More generally, our analysis of the proposed rule largely holds.  In particular:

  • The negative effects of allowing firms to subsidize the purchase of individual market coverage, particularly the increase in individual market premiums and the attendant federal fiscal costs, are likely to outweigh the benefits to employers and their workers. (The administration estimates the fiscal cost at $51 billion over ten years, although there are some shortcomings in its methodology that mean the true figure could be higher or lower.)
  • These negative effects will be felt most acutely in states that today have individual markets with a relatively low-cost mix of enrollees. The healthier a state’s individual market is today, the more incentive employers with sicker workforces will have to shift their employees into the individual market – thus weakening the state’s individual market risk pool.
  • Changes in employer coverage arrangements under the rule will create winners and losers within firms to the extent that firms do not make offsetting changes to their compensation structures, with younger and higher-income workers generally benefiting at the expense of older and lower-income workers. The final rule’s limitation on how much contributions to individual coverage HRAs can vary by age makes such effects more likely.

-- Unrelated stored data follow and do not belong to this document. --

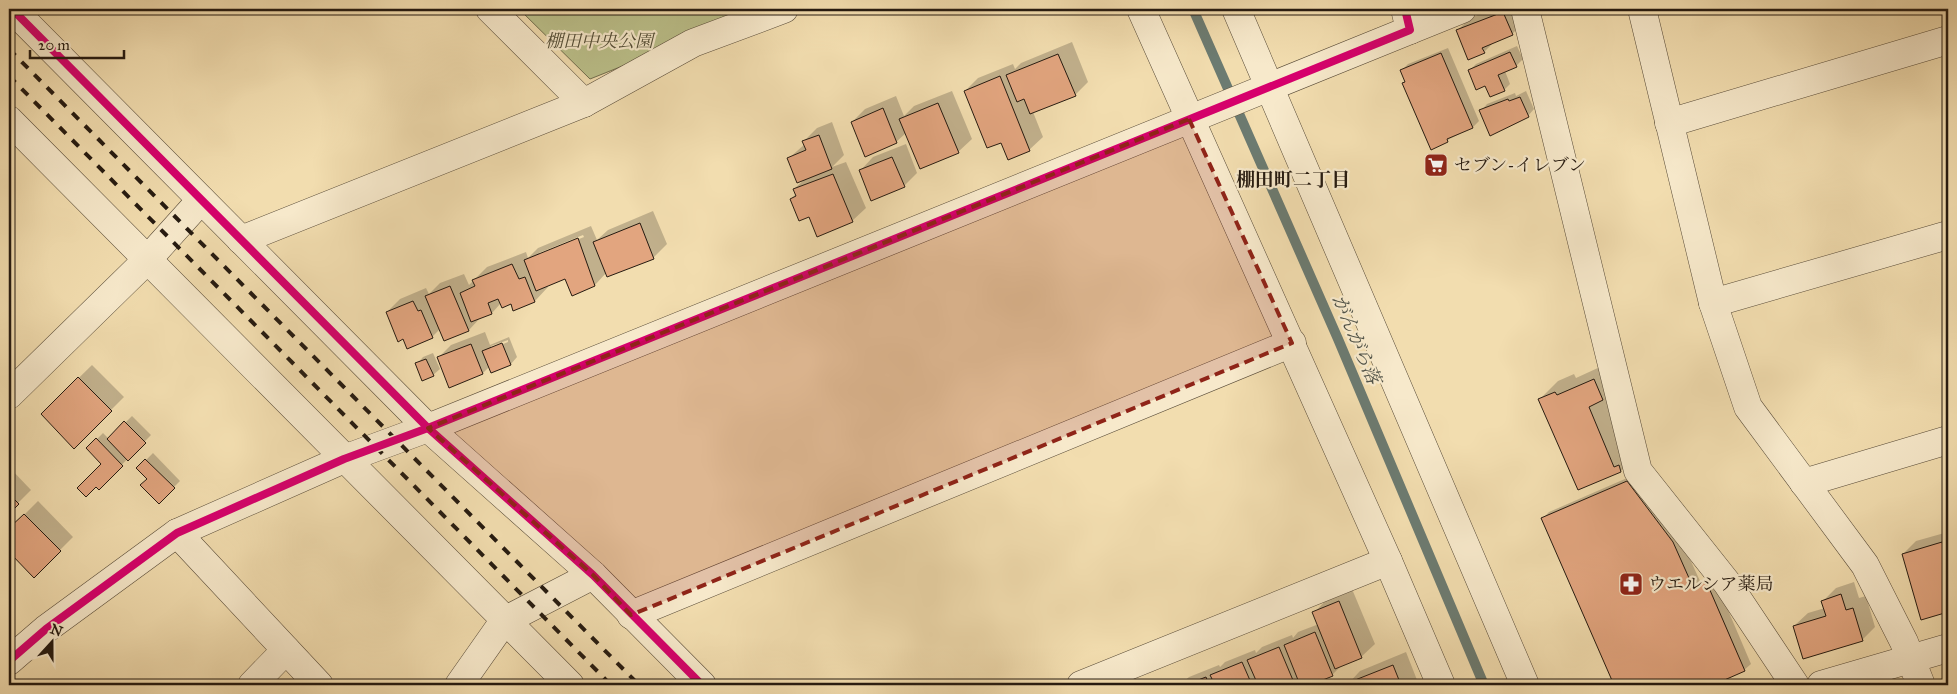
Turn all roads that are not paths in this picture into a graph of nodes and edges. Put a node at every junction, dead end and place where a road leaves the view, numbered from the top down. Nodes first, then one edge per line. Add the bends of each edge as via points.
1 (12, 9) edge
2 (490, 9) edge
3 (784, 9) edge
4 (1142, 9) edge
5 (1236, 9) edge
6 (1462, 9) edge
7 (1525, 9) edge
8 (1642, 9) edge
9 (1407, 19) edge
10 (1948, 40) edge
11 (1269, 87) junction
12 (584, 103) junction
13 (1190, 119) junction
14 (9, 120) edge
15 (1669, 123) junction
16 (201, 200) junction
17 (1948, 235) edge
18 (241, 240) junction
19 (147, 260) junction
20 (1713, 303) junction
21 (1292, 344) junction
22 (9, 395) edge
23 (428, 428) junction
24 (1948, 440) edge
25 (344, 459) junction
26 (1804, 483) junction
27 (177, 533) junction
28 (1388, 561) junction
29 (593, 575) junction
30 (631, 615) junction
31 (504, 621) junction
32 (1948, 648) edge
33 (286, 650) junction
34 (1910, 659) junction
35 (9, 661) edge
36 (252, 685) edge
37 (320, 685) edge
38 (459, 685) edge
39 (570, 685) edge
40 (702, 685) edge
41 (1081, 685) edge
42 (1441, 685) edge
43 (1525, 685) edge
44 (1794, 685) edge
45 (1822, 685) edge
46 (1921, 685) edge

1 - 16 street
2 - 12 street
3 - 12 street via 694,43
4 - 13 street
5 - 11 street
6 - 9 street
7 - 44 street via 1638,471 1727,583
8 - 15 street
9 - 11 street
10 - 15 street
11 - 13 street
11 - 43 street
12 - 18 street
13 - 21 street
13 - 23 street
14 - 19 street
15 - 20 street
16 - 18 street
16 - 19 street
17 - 20 street
18 - 23 street
19 - 22 street
19 - 25 street
20 - 26 street via 1748,408
21 - 28 street
21 - 30 street
23 - 25 street
23 - 29 street
24 - 26 street
25 - 27 street
25 - 31 street
26 - 34 street via 1865,564
27 - 33 street
27 - 35 street via 46,629
28 - 41 street
28 - 42 street
29 - 30 street
29 - 31 street
30 - 40 street
31 - 38 street
31 - 39 street
32 - 34 street
33 - 36 street
33 - 37 street
34 - 45 street
34 - 46 street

  • The excepted benefit HRA also remains unattractive on policy grounds. At best, it represents a poorly targeted use of federal funds. At worst, it may induce some employers to make changes that shift costs from their healthier workers onto their sicker workers.
  • The proliferation of HRA varieties and the complex rules attendant to each one could leave employees confused, potentially resulting in unexpected tax liability or additional fiscal cost. As noted above, these concerns are especially acute for 2020, when the Marketplaces will not be ready to make accurate eligibility determinations for individuals offered HRAs.
  • The final rule suffers from the same legal vulnerabilities as the proposed. HRAs do not comply with ACA consumer protections, including the prohibition on annual and lifetime limits and the requirement to cover preventive services.  Neither approach taken in the final rule – of “integrating” the employer’s HRA with an unrelated individual market plan or of classifying the HRA as an excepted benefit – appears consistent with the administration’s statutory authority.

In sum, the final rule largely refrains from making changes that would have dramatically worsened its impact on individual market premiums, and makes a few minor changes, some of which are improvements.  But it remains, in our view, a step in the wrong direction on net.